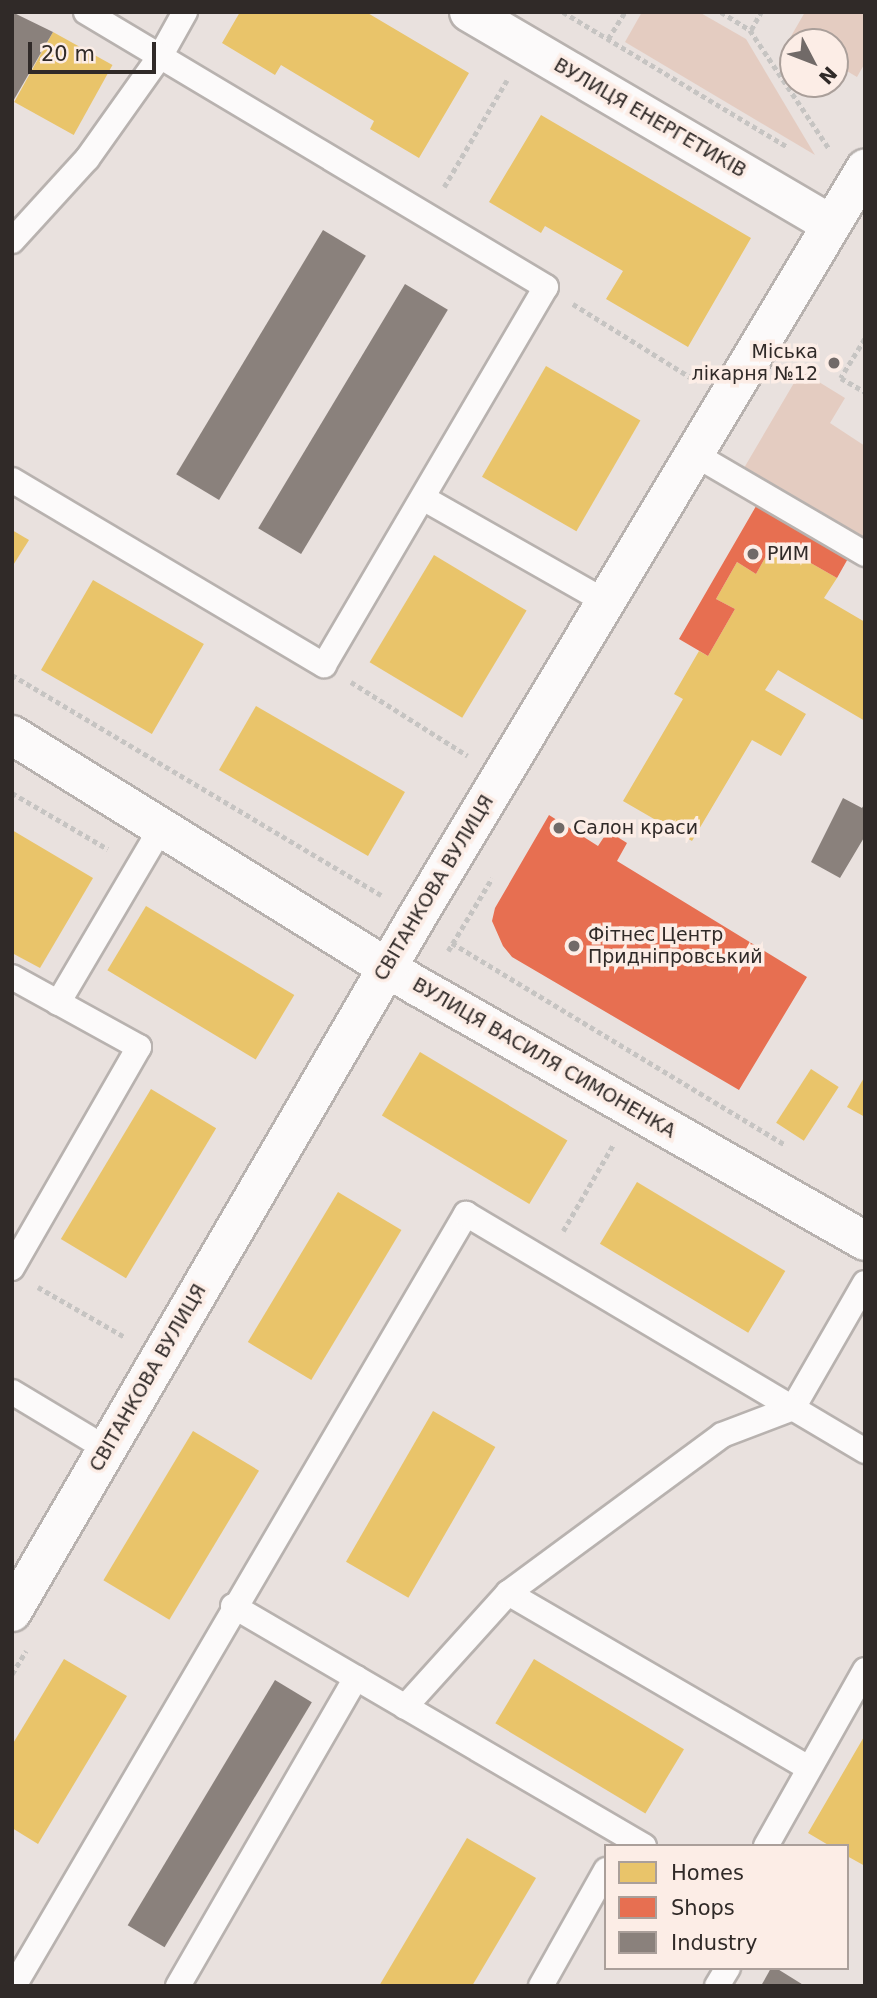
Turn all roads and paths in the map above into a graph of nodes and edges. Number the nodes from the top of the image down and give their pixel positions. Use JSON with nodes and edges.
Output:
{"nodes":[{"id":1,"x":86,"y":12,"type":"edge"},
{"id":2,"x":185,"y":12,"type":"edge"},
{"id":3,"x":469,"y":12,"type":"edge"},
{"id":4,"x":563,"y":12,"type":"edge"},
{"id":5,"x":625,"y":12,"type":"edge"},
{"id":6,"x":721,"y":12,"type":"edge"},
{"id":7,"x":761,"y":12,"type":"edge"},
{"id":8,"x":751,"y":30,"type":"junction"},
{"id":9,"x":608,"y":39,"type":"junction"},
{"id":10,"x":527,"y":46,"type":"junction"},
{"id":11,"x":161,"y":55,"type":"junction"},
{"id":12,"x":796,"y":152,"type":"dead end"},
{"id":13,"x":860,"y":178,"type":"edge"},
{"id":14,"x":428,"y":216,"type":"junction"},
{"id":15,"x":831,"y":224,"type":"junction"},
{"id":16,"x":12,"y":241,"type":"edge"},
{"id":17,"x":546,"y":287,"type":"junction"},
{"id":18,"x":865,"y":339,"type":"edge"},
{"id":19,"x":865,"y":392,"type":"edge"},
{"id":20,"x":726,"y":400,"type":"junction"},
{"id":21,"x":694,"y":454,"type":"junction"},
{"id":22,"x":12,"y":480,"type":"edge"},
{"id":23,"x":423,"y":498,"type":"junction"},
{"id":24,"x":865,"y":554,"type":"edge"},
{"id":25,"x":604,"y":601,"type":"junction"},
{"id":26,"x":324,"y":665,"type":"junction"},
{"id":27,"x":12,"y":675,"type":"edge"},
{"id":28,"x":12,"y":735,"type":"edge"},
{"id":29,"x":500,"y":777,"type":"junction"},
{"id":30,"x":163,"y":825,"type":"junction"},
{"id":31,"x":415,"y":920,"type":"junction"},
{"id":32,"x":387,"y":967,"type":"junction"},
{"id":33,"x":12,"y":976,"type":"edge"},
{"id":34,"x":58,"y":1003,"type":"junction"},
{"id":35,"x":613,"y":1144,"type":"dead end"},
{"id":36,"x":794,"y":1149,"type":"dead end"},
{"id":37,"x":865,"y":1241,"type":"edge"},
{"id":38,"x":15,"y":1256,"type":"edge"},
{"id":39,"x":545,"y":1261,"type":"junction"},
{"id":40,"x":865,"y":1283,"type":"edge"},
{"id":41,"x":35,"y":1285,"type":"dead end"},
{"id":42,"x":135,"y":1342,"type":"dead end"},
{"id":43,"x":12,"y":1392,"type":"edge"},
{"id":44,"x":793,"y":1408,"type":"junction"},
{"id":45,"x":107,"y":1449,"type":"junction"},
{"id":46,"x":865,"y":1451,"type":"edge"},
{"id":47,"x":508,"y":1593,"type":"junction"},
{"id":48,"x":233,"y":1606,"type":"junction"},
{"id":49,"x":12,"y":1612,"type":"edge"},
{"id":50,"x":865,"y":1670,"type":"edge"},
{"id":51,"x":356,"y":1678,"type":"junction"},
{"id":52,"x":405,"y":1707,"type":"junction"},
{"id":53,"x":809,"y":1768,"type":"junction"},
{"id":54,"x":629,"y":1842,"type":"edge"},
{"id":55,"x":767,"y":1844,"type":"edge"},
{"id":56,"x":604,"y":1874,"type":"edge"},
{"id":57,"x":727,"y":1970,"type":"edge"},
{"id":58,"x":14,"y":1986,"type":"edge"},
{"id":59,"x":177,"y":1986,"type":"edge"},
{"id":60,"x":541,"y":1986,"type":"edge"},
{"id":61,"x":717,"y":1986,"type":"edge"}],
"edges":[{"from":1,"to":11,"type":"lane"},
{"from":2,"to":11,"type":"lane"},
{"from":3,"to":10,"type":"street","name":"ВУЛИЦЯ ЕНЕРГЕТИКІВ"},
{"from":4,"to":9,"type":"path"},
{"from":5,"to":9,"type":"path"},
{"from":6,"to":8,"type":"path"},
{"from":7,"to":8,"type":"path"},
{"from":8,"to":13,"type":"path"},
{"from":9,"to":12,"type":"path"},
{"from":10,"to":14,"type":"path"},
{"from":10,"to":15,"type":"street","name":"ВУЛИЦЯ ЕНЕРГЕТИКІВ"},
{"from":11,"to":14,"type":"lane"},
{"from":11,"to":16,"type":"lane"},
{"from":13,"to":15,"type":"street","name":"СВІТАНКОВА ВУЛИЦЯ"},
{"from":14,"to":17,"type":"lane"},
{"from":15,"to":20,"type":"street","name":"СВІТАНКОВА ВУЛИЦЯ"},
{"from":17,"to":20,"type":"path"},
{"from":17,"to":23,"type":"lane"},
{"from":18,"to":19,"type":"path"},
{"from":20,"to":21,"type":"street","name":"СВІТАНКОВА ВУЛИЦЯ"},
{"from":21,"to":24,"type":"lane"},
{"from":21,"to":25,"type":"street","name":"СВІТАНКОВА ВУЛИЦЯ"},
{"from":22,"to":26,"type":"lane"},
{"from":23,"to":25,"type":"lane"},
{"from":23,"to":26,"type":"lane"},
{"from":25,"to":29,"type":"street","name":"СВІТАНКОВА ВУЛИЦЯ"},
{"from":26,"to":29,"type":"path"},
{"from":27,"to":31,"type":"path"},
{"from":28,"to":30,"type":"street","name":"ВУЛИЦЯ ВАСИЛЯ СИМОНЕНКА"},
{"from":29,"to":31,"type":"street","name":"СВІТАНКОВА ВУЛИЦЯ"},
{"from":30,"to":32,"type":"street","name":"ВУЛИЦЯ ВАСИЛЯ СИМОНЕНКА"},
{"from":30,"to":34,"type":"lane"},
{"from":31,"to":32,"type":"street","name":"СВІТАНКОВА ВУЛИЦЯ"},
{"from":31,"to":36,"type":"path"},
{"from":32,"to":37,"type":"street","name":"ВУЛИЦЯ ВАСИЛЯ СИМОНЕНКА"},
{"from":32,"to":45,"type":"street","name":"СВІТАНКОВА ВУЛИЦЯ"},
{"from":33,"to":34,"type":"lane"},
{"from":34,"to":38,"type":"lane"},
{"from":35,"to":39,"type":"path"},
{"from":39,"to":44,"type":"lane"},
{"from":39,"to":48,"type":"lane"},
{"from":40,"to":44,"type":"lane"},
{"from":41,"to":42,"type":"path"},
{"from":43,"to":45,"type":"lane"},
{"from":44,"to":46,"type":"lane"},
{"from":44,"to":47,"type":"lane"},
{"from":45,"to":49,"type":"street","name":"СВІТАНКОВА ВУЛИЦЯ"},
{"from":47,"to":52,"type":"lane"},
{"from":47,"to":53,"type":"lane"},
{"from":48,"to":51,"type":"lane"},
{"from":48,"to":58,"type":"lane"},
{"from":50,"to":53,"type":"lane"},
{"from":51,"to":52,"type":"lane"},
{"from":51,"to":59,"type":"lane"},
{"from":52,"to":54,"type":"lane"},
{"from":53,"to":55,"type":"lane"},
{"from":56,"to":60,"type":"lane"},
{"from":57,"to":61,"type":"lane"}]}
━━━
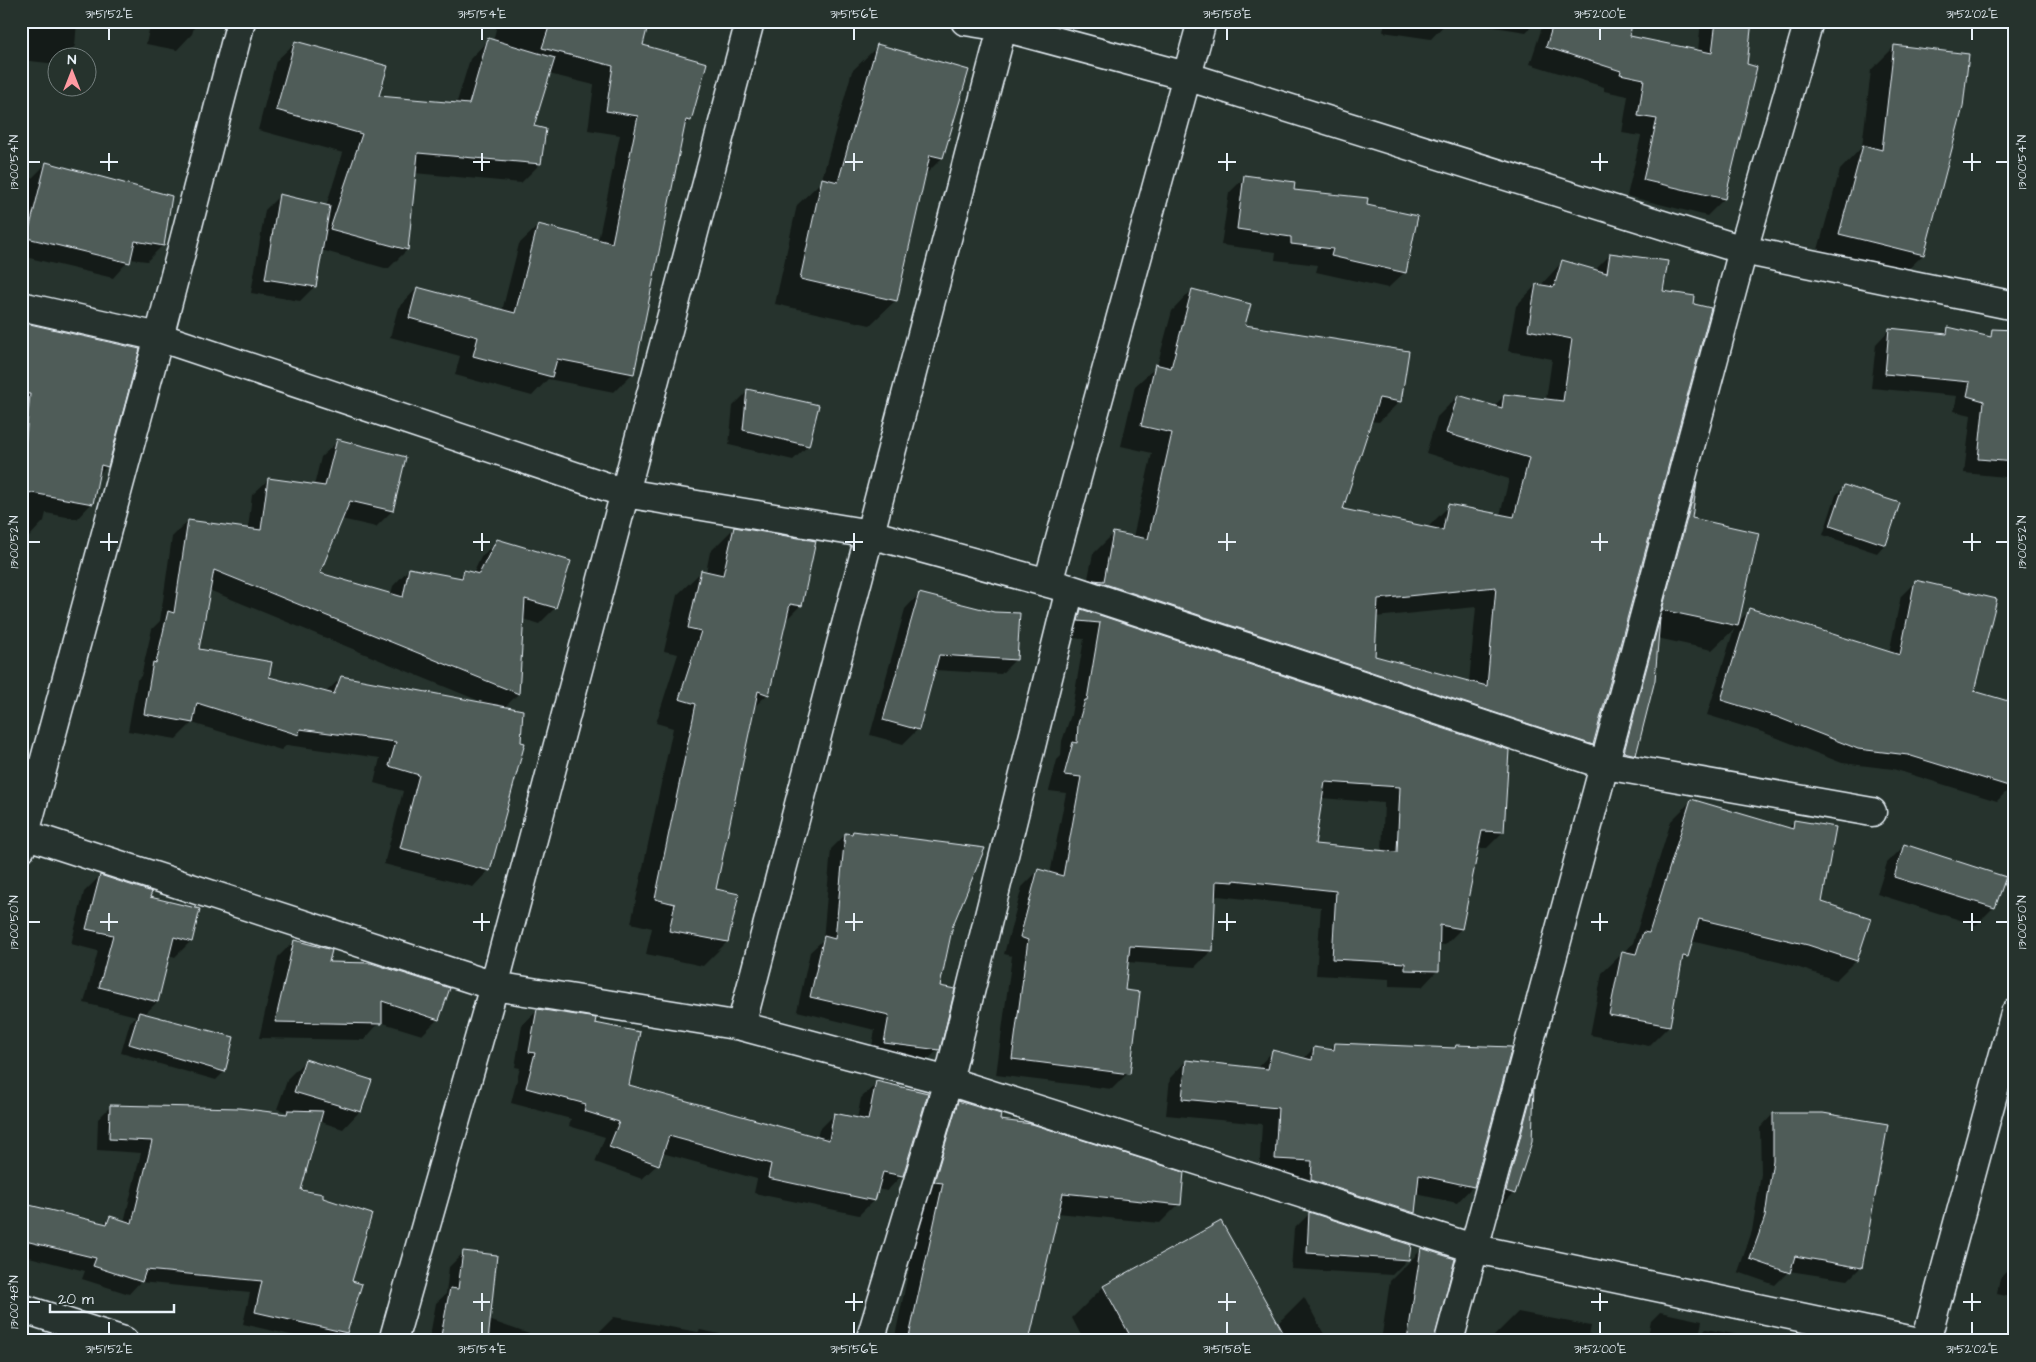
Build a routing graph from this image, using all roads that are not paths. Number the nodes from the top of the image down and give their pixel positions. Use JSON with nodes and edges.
━━━
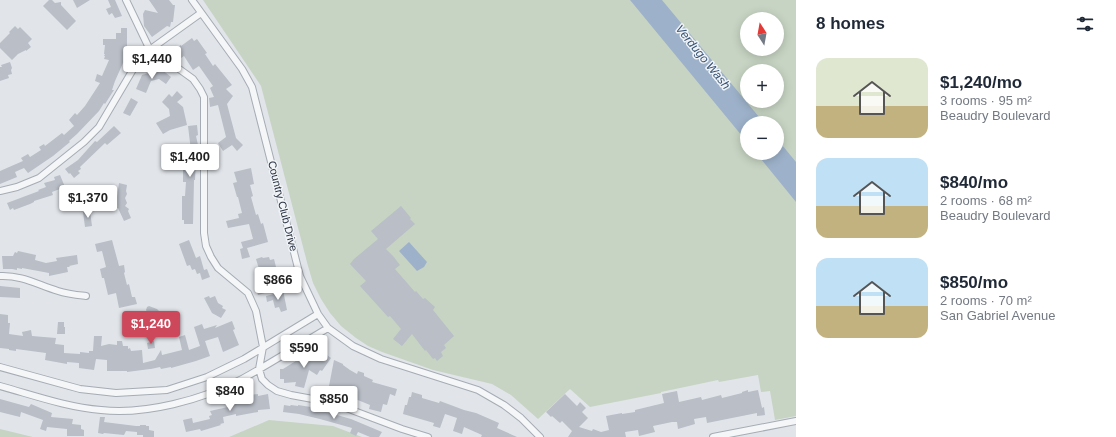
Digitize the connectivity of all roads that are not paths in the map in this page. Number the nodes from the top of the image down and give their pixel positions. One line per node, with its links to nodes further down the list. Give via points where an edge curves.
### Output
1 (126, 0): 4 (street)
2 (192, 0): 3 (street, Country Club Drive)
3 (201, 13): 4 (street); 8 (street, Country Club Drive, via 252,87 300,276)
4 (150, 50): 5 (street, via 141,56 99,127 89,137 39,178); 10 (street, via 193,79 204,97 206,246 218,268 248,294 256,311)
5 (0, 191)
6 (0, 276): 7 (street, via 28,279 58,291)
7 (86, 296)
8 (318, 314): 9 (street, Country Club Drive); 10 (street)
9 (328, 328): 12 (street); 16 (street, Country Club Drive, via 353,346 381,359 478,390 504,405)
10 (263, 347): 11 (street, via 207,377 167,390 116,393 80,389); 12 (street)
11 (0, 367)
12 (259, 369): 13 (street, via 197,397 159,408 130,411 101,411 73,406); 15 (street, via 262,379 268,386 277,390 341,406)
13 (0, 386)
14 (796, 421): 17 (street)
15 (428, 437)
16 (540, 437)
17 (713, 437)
━━━
• Instructions for the task
From the listing above, copy all lines holding the word "down".

• Reply
Turn all roads and paths in the map above into a graph of nodes and edges. Number the nodes from the top of the image down and give their pixel positions. Use JSON with nodes and edges.
Build a routing graph from this image, using all roads that are not paths. Number the nodes from the top of the image down and give their pixel positions. Use JSON with nodes and edges.
Digitize the connectivity of all roads that are not paths in the map in this page. Number the nodes from the top of the image down and give their pixel positions. One line per node, with its links to nodes further down the list. Give via points where an edge curves.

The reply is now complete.